As spring is fast approaching, it’s that time of year again for the LGBTQA drag show. 

This is the drag show’s seventh year in production and it is scheduled for Tuesday, April 6 at 8 p.m. in the BSC Gallery. The show will feature an “Old Hollywood” theme with Simpson College alumnus Jacob Kaufman acting as the host.

LGBTQA picked Kaufman to be this year’s host because of his professional experience performing drag in Chicago and his ties to the college.

“One of (Jacob’s) good friends is still a senior here and knew that he did drag professionally now out in Chicago,” junior Danielle Caswell, LGBTQA president, said. “We thought it would be a fun way to gain students interest in the show and up attendance.” 

Caswell explained what the drag show is for people who have never attended.

“Literally, the drag show is where you dress up as the opposite gender and it’s often satirical performances,” Caswell said.  “It concentrates on costumes, and it’s kind of like an art, because it’s the art of lip syncing and dancing. It’s just a different way of performing.”

About 10 performers participate in the drag show. Performers will include both students and professional drag artists from the Des Moines area.
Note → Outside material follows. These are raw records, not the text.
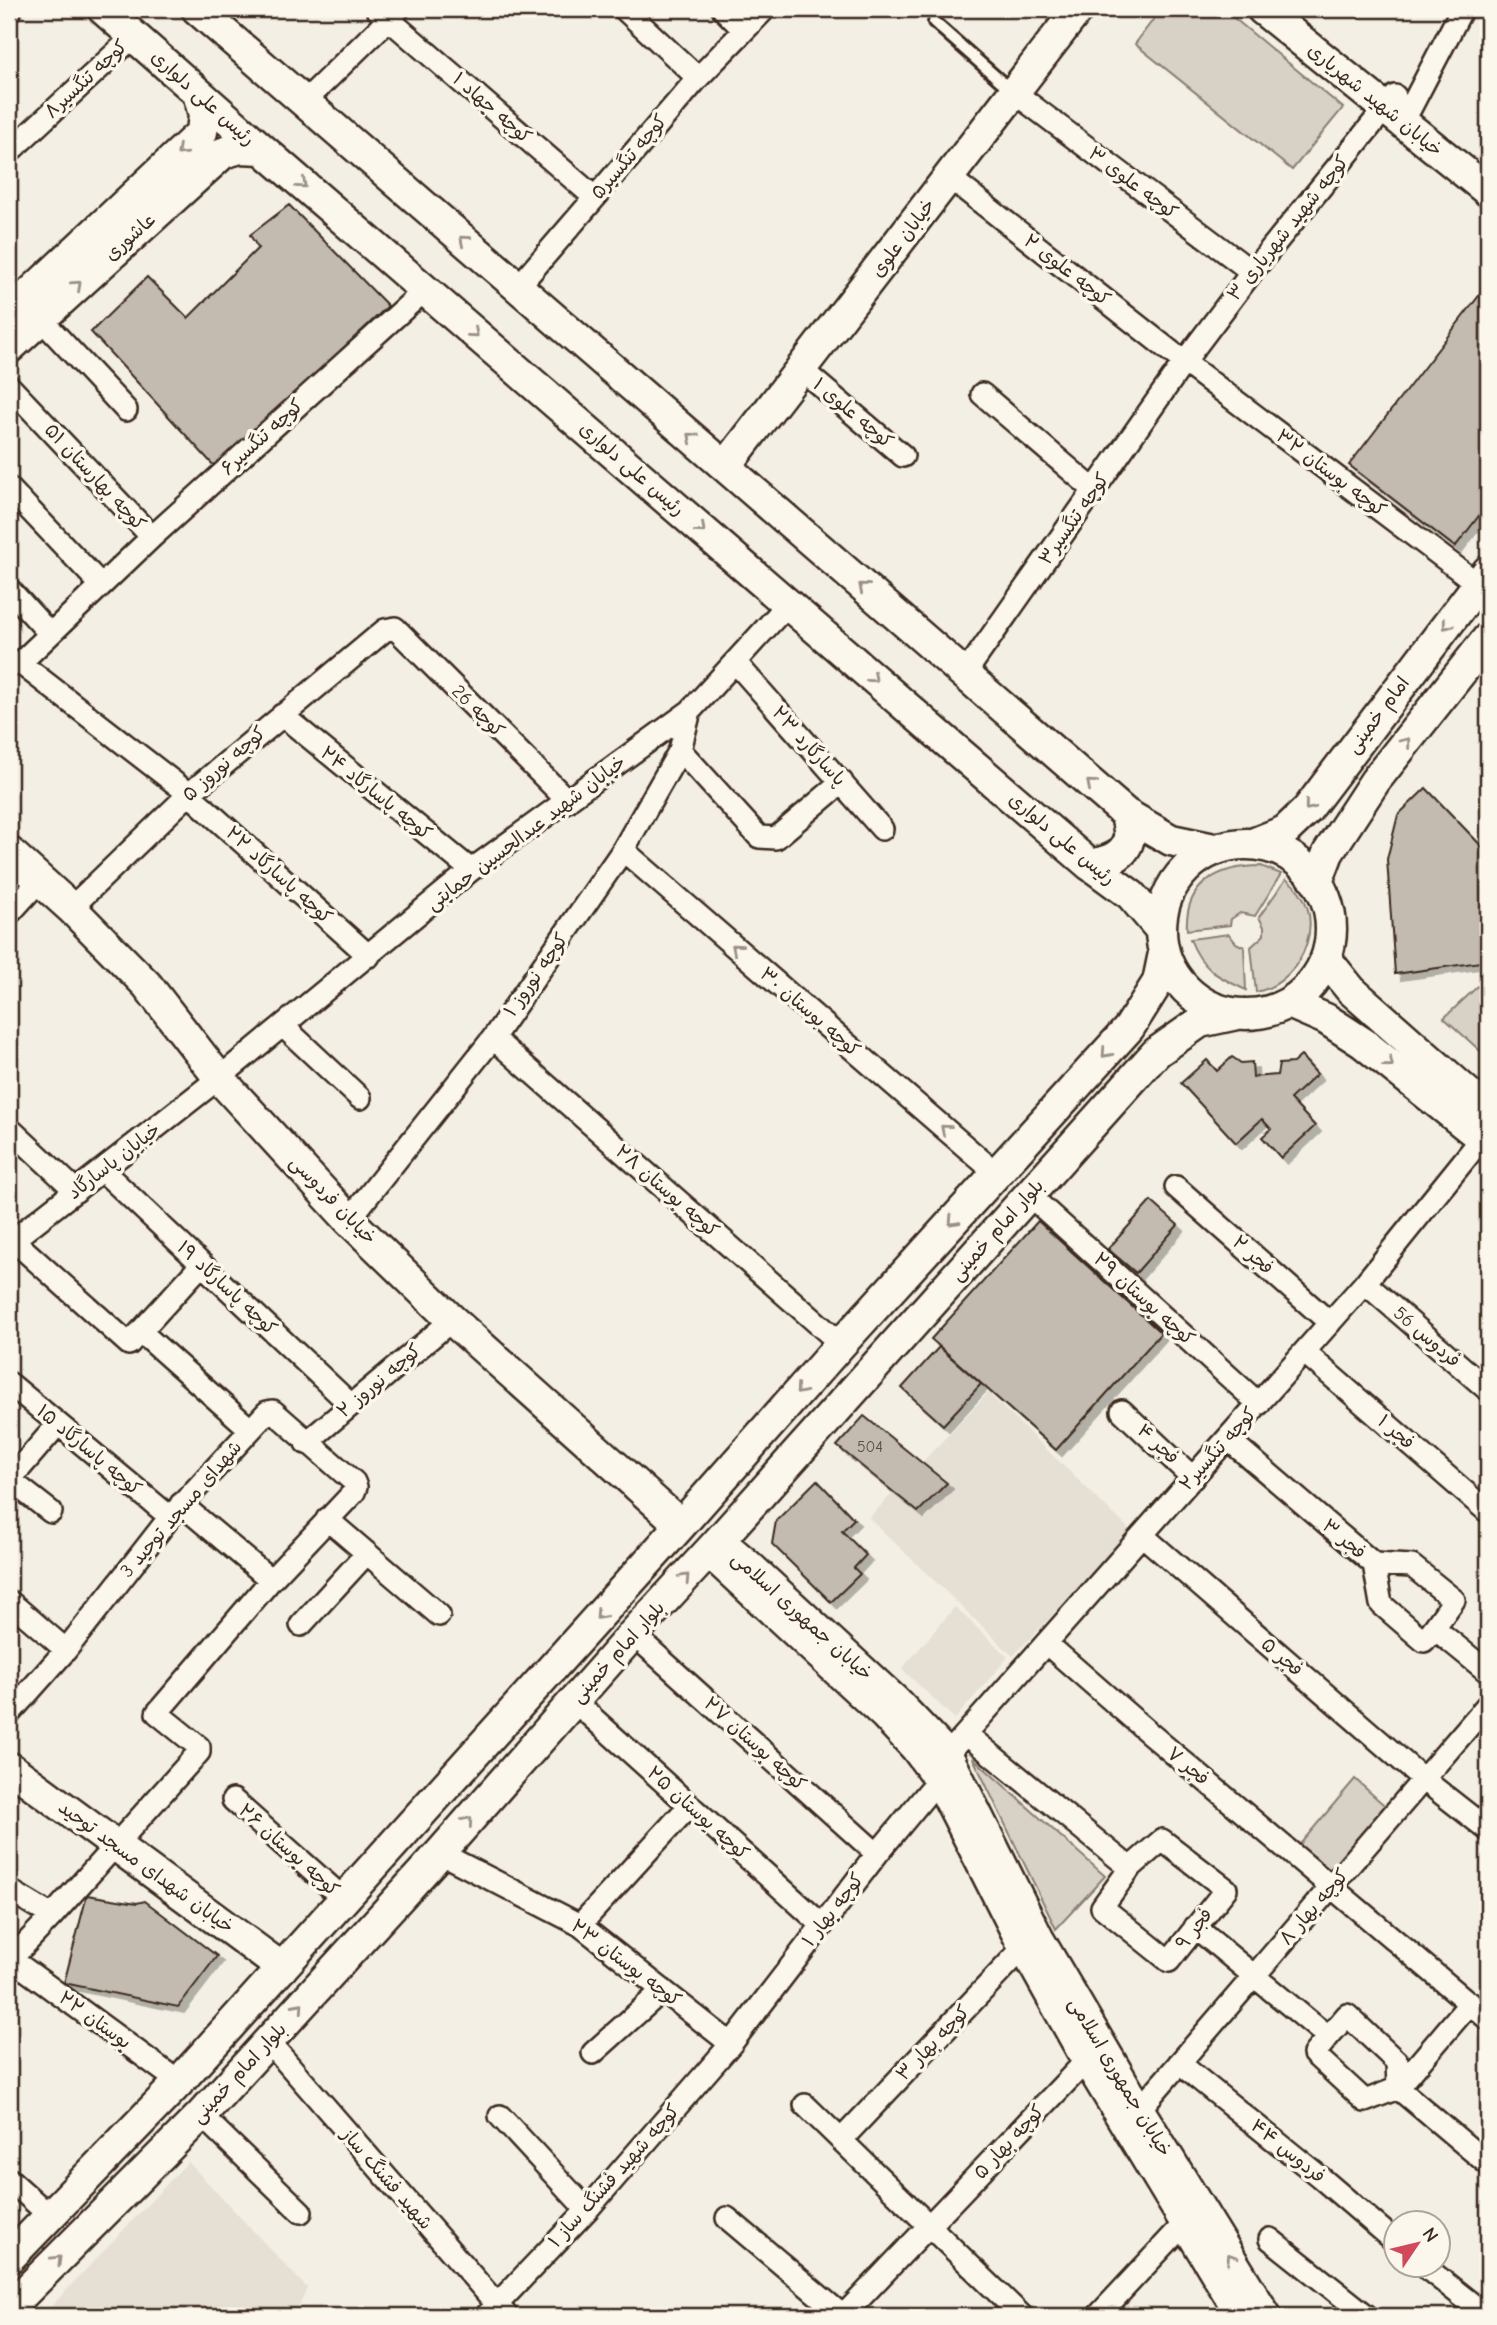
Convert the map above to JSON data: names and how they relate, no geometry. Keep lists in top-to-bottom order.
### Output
{
  "streets": {
    "street": [
      "کوچه تنگسیر۸",
      "رئیس علی دلواری",
      "خیابان شهید شهریاری",
      "کوچه جهاد ۱",
      "کوچه تنگسیر۵",
      "کوچه علوی ۳",
      "کوچه شهید شهریاری ۳",
      "عاشوری",
      "خیابان علوی",
      "کوچه علوی ۲",
      "کوچه علوی ۱",
      "کوچه تنگسیر۶",
      "کوچه بوستان ۳۲",
      "کوچه بهارستان ۵۱",
      "کوچه تنگسیر۳",
      "کوچه 26",
      "امام خمینی",
      "پاسارگارد ۲۳",
      "کوچه نوروز ۵",
      "کوچه پاسارگاد ۲۴",
      "خیابان شهید عبدالحسین حمایتی",
      "کوچه پاسارگاد ۲۲",
      "کوچه نوروز ۱",
      "کوچه بوستان ۳۰",
      "خیابان پاسارگاد",
      "کوچه بوستان ۲۸",
      "خیابان فردوسی",
      "بلوار امام خمینی",
      "فجر ۲",
      "کوچه پاسارگاد ۱۹",
      "کوچه بوستان ۲۹",
      "فردوس 56",
      "کوچه نوروز ۲",
      "فجر ۱",
      "فجر ۴",
      "کوچه تنگسیر۲",
      "کوچه پاسارگاد ۱۵",
      "شهدای مسجد توحید 3",
      "فجر ۳",
      "خیابان جمهوری اسلامی",
      "فجر ۵",
      "کوچه بوستان ۲۷",
      "فجر ۷",
      "کوچه بوستان ۲۵",
      "کوچه بوستان ۲۶",
      "خیابان شهدای مسجد توحید",
      "کوچه بهار ۸",
      "کوچه بهار ۱",
      "فجر ۹",
      "کوچه بوستان ۲۳",
      "بوستان ۲۲",
      "کوچه بهار ۳",
      "کوچه بهار ۵",
      "فردوس ۴۴",
      "کوچه شهید فشنگ ساز ۱",
      "شهید فشنگ ساز"
    ]
  },
  "crossings": [
    ["کوچه تنگسیر۸", "رئیس علی دلواری"],
    ["رئیس علی دلواری", "عاشوری"],
    ["رئیس علی دلواری", "کوچه تنگسیر۶"],
    ["رئیس علی دلواری", "امام خمینی"],
    ["رئیس علی دلواری", "خیابان شهید عبدالحسین حمایتی"],
    ["رئیس علی دلواری", "بلوار امام خمینی"],
    ["خیابان شهید شهریاری", "کوچه شهید شهریاری ۳"],
    ["کوچه جهاد ۱", "کوچه تنگسیر۵"],
    ["کوچه علوی ۳", "کوچه شهید شهریاری ۳"],
    ["کوچه علوی ۳", "خیابان علوی"],
    ["کوچه شهید شهریاری ۳", "کوچه علوی ۲"],
    ["کوچه شهید شهریاری ۳", "کوچه بوستان ۳۲"],
    ["کوچه شهید شهریاری ۳", "کوچه تنگسیر۳"],
    ["خیابان علوی", "کوچه علوی ۲"],
    ["خیابان علوی", "کوچه علوی ۱"],
    ["کوچه علوی ۲", "کوچه بوستان ۳۲"],
    ["کوچه علوی ۲", "کوچه تنگسیر۳"],
    ["کوچه تنگسیر۶", "کوچه بهارستان ۵۱"],
    ["کوچه تنگسیر۶", "کوچه پاسارگاد ۲۲"],
    ["کوچه بوستان ۳۲", "کوچه تنگسیر۳"],
    ["کوچه بوستان ۳۲", "امام خمینی"],
    ["کوچه 26", "کوچه نوروز ۵"],
    ["کوچه 26", "خیابان شهید عبدالحسین حمایتی"],
    ["امام خمینی", "بلوار امام خمینی"],
    ["پاسارگارد ۲۳", "خیابان شهید عبدالحسین حمایتی"],
    ["کوچه نوروز ۵", "کوچه پاسارگاد ۲۴"],
    ["کوچه نوروز ۵", "کوچه پاسارگاد ۲۲"],
    ["کوچه نوروز ۵", "خیابان فردوسی"],
    ["کوچه پاسارگاد ۲۴", "خیابان شهید عبدالحسین حمایتی"],
    ["خیابان شهید عبدالحسین حمایتی", "کوچه پاسارگاد ۲۲"],
    ["خیابان شهید عبدالحسین حمایتی", "کوچه نوروز ۱"],
    ["خیابان شهید عبدالحسین حمایتی", "خیابان پاسارگاد"],
    ["خیابان شهید عبدالحسین حمایتی", "خیابان فردوسی"],
    ["کوچه نوروز ۱", "کوچه بوستان ۳۰"],
    ["کوچه نوروز ۱", "کوچه بوستان ۲۸"],
    ["کوچه نوروز ۱", "خیابان فردوسی"],
    ["کوچه بوستان ۳۰", "بلوار امام خمینی"],
    ["خیابان پاسارگاد", "خیابان فردوسی"],
    ["خیابان پاسارگاد", "کوچه پاسارگاد ۱۹"],
    ["کوچه بوستان ۲۸", "بلوار امام خمینی"],
    ["خیابان فردوسی", "بلوار امام خمینی"],
    ["خیابان فردوسی", "کوچه نوروز ۲"],
    ["بلوار امام خمینی", "کوچه بوستان ۲۹"],
    ["بلوار امام خمینی", "خیابان جمهوری اسلامی"],
    ["بلوار امام خمینی", "کوچه بوستان ۲۷"],
    ["بلوار امام خمینی", "کوچه بوستان ۲۵"],
    ["بلوار امام خمینی", "کوچه بوستان ۲۶"],
    ["بلوار امام خمینی", "خیابان شهدای مسجد توحید"],
    ["بلوار امام خمینی", "کوچه بوستان ۲۳"],
    ["بلوار امام خمینی", "بوستان ۲۲"],
    ["بلوار امام خمینی", "شهید فشنگ ساز"],
    ["فجر ۲", "کوچه تنگسیر۲"],
    ["کوچه پاسارگاد ۱۹", "کوچه نوروز ۲"],
    ["کوچه بوستان ۲۹", "کوچه تنگسیر۲"],
    ["فردوس 56", "کوچه تنگسیر۲"],
    ["کوچه نوروز ۲", "شهدای مسجد توحید 3"],
    ["فجر ۱", "کوچه تنگسیر۲"],
    ["فجر ۴", "کوچه تنگسیر۲"],
    ["کوچه تنگسیر۲", "فجر ۳"],
    ["کوچه تنگسیر۲", "خیابان جمهوری اسلامی"],
    ["کوچه تنگسیر۲", "فجر ۵"],
    ["کوچه تنگسیر۲", "فجر ۷"],
    ["کوچه تنگسیر۲", "کوچه بهار ۱"],
    ["کوچه پاسارگاد ۱۵", "شهدای مسجد توحید 3"],
    ["خیابان جمهوری اسلامی", "کوچه بهار ۸"],
    ["خیابان جمهوری اسلامی", "کوچه بهار ۱"],
    ["خیابان جمهوری اسلامی", "کوچه بهار ۳"],
    ["خیابان جمهوری اسلامی", "کوچه بهار ۵"],
    ["فجر ۵", "کوچه بهار ۸"],
    ["کوچه بوستان ۲۷", "کوچه بهار ۱"],
    ["فجر ۷", "کوچه بهار ۸"],
    ["کوچه بوستان ۲۵", "کوچه بهار ۱"],
    ["کوچه بهار ۸", "فردوس ۴۴"],
    ["کوچه بهار ۱", "کوچه بوستان ۲۳"],
    ["کوچه بهار ۱", "کوچه شهید فشنگ ساز ۱"],
    ["کوچه بوستان ۲۳", "کوچه شهید فشنگ ساز ۱"],
    ["کوچه شهید فشنگ ساز ۱", "شهید فشنگ ساز"]
  ],
  "one_way": ["کوچه بوستان ۳۰"],
  "house_numbers": ["504"],
  "north": "top right"
}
“We’ve had as many as 10 (performers) before,” Caswell said.  “It’s never a huge number, but we bring in professional artists, too, and they do more than one routine.”

Junior Sara Olson, LGBTQA vice president, said that the drag show usually draws a large crowd.

“It’s a pretty big event,” Olson said. “It’s our major event that LGBTQA hosts on campus, so it is very well known. It happens every year, so people expect that we will have a drag show in the spring.”

Olson stressed that there is more to drag than just entertainment.

“Basically, there is a lot of history behind drag,” Olson said.  “It is not simply just dressing up and prancing around as a man or a woman. It has often been used to make political and important statements, and it is just a good way to play around with gender roles.”         LGBTQA uses the drag show as an opportunity to raise money for organizations such as the AIDS Project for Central Iowa. They also encourage people to attend and experience something different.

“We encourage people to go,” Olson said.  “We also encourage people to participate, because drag is a really interesting way to play with gender roles and express different things.”

Sophomore Blaiqe Allshouse attended the drag show for the first time last year and liked the show, even though she did not know what to expect.

“I like how it had students in it, but overall it was my first time, so I didn’t really know what to expect,” Allshouse said.  “It was really promiscuous, and I didn’t realize they were going to have real drag queens there.”

Allshouse is eager to attend the drag show again this year.

“I can’t wait to go to it again,” Allshouse said.  “I’m really excited to see it again.”